The Short Version: A town like Portland, Oregon is the sort of town you’d expect Chuck Palahniuk to live in. So it’s no surprise that he would be the one to put together an off-beat travel guide of sorts, as part of the Crown Journeys series. It’s a time capsule of sorts but also a way to see a different side of a very weird city.
The Review: A couple of weeks ago, I took a proper vacation for the first time in years – actually, in many ways, my first real grownup vacation (i.e. not with my family, not to a wedding, not during college) – and the first stop was Portland. I’d never been to the West Coast (and, yes, there’s still a lot of West Coast to see. I KNOW, I need to visit Seattle and all of California and so on.
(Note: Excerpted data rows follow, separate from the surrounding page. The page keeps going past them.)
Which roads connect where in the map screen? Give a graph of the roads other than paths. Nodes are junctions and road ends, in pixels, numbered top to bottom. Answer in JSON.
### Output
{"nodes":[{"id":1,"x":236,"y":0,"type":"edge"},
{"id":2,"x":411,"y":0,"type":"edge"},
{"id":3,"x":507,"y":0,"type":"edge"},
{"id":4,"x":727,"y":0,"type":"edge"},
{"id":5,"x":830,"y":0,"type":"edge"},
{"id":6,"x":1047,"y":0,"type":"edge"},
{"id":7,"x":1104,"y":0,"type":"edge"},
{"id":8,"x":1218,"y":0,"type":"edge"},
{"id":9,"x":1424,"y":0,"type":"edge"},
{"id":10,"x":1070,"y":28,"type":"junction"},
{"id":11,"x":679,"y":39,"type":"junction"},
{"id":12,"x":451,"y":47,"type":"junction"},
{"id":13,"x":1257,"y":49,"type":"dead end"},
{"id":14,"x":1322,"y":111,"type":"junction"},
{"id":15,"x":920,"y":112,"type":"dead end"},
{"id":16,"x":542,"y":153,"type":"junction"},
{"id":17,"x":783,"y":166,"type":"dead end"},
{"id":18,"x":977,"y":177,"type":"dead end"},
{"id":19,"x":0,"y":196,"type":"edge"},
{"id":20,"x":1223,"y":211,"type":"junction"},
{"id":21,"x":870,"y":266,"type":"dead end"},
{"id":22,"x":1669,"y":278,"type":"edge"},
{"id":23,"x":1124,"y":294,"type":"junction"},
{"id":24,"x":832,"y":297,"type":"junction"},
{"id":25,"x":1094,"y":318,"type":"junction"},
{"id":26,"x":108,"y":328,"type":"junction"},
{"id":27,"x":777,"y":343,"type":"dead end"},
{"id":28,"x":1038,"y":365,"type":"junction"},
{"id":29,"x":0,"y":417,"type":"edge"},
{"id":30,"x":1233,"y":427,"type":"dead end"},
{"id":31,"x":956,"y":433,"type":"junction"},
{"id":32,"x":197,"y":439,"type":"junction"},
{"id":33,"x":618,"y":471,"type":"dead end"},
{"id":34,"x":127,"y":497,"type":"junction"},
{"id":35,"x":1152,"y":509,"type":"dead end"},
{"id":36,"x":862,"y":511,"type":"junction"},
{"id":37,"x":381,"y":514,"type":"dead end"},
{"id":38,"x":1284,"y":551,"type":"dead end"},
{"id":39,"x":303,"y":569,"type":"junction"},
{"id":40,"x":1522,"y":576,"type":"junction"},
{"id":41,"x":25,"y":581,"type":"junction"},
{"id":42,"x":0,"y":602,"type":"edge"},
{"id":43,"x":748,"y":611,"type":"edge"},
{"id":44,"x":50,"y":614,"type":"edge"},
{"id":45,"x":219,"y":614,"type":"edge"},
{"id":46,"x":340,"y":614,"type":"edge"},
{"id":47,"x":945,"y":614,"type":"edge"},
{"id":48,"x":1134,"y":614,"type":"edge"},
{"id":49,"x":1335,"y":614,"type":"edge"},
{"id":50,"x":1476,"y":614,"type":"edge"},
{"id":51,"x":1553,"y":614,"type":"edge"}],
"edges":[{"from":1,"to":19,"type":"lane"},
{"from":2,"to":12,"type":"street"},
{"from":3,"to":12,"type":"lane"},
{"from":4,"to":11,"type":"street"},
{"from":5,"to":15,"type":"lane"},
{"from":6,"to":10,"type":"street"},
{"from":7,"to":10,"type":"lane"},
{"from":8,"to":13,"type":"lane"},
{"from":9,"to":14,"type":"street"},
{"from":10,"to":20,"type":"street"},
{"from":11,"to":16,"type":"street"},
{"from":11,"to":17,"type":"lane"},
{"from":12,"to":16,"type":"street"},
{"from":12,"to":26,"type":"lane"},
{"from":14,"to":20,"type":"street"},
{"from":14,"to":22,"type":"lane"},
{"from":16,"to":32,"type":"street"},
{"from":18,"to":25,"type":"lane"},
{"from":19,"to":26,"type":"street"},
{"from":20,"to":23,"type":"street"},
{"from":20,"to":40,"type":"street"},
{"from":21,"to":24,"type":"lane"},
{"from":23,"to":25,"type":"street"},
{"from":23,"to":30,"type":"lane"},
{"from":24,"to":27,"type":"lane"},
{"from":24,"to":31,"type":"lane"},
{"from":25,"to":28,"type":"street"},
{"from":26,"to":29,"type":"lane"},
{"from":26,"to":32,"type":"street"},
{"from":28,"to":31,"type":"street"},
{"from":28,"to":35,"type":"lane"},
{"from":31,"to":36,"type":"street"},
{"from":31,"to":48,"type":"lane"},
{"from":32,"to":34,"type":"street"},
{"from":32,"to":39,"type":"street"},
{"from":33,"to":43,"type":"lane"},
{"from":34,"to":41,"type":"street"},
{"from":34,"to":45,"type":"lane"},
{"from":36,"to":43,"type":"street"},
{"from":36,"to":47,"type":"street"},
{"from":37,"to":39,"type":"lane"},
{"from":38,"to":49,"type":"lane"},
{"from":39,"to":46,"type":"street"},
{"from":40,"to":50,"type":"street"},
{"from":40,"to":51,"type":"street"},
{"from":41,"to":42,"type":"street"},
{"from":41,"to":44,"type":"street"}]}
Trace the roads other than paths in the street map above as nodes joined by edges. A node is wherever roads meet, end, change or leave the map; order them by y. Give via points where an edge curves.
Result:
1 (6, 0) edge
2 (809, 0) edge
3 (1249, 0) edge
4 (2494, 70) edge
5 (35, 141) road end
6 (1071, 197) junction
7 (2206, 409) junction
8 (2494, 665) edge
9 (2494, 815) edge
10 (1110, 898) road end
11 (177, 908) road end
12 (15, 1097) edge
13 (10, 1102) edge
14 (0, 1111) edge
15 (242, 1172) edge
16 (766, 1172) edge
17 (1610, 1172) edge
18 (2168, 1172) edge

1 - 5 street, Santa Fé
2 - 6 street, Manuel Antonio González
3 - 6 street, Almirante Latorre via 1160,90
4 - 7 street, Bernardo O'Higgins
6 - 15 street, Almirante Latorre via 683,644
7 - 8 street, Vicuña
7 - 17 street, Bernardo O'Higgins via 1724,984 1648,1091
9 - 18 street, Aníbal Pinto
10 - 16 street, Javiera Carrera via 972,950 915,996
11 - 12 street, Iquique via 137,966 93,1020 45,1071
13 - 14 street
I’m working on it.) and lots of friends told me amazing things about the city, whether they’d just visited or lived there. So Dani and I flew out and spent two and a half days (give or take) wandering around. Our first stop, pretty much, was Powell’s – where I picked up a book that I’d always been curious about but never really seen the reason to read before: Chuck Palahniuk’s Fugitives and Refugees. And while the Portland he describes has shifted and changed a bit, there are things in here that give me a reason to go back and try to find – a whole mess of things, in fact.
The book is part travel guide, part memoir – maybe the closest thing we’ll ever get to a memoir from Chuck, in fact. The travel guide sections are several pages long, usually including an expanded list of 5-15 sites to see: haunted locales, shopping tips, nature spots, and even tips on where to get laid in the chapter entitled “How to Knock Off a Piece in Portland”. Most recs get a paragraph, often with contact information or a website to find more, but a few get several pages of detailed backstory. These are, without fail, tremendously interesting and the book, overall, benefits from Palahniuk’s unadorned and poppy prose. Even places that I wouldn’t otherwise be interested in seeing (which include but are not limited to the gay nightlife spots, the SantaCon stuff, the Self-Cleaning House, and some of the food spots) sound, well, interesting.
But the best part of the book is that memoir bit. Chuck intersperses his recommendations with “postcards” – short essays (1-3 pages long) that take us from 1981 to 2002, or when he arrived in Portland to when the book was published. These all tell a little anecdote about Palahniuk’s time in Portland – hanging out with Katherine Dunn (who wrote Geek Love across the street from where we stayed, according to the map in this book), being an extra in a movie, nearly getting busted by the cops, getting beat up, and so on. And while they are all wonderful, it is the last of these postcards that makes the entire book worth reading (or at least flipping through) even if you aren’t going to Portland. It’s not just for the Palahniuk completists, I promise.
Rating: 3.5 out of 5. I’ve read enough interviews with Palahniuk and seen him enough times now to know one refrain of his perfectly: he wants to capture moments. That’s his driving force, as a writer: to capture a moment for posterity. Maybe it’s a perfect sentence, maybe it’s a place he loves, maybe it’s a person he knows or an anecdote they told. And that’s what he does here, in an unadorned and beautiful way. Yes, this is a travel guide – but it’s also a reflection on a time and a place and a man. Portland has changed a whole lot in the 10+ years since this book came out and I’ll bet it’ll change more before I go back again… but it gave us the man who wrote all these wacky books. This was his chance to give a little something back.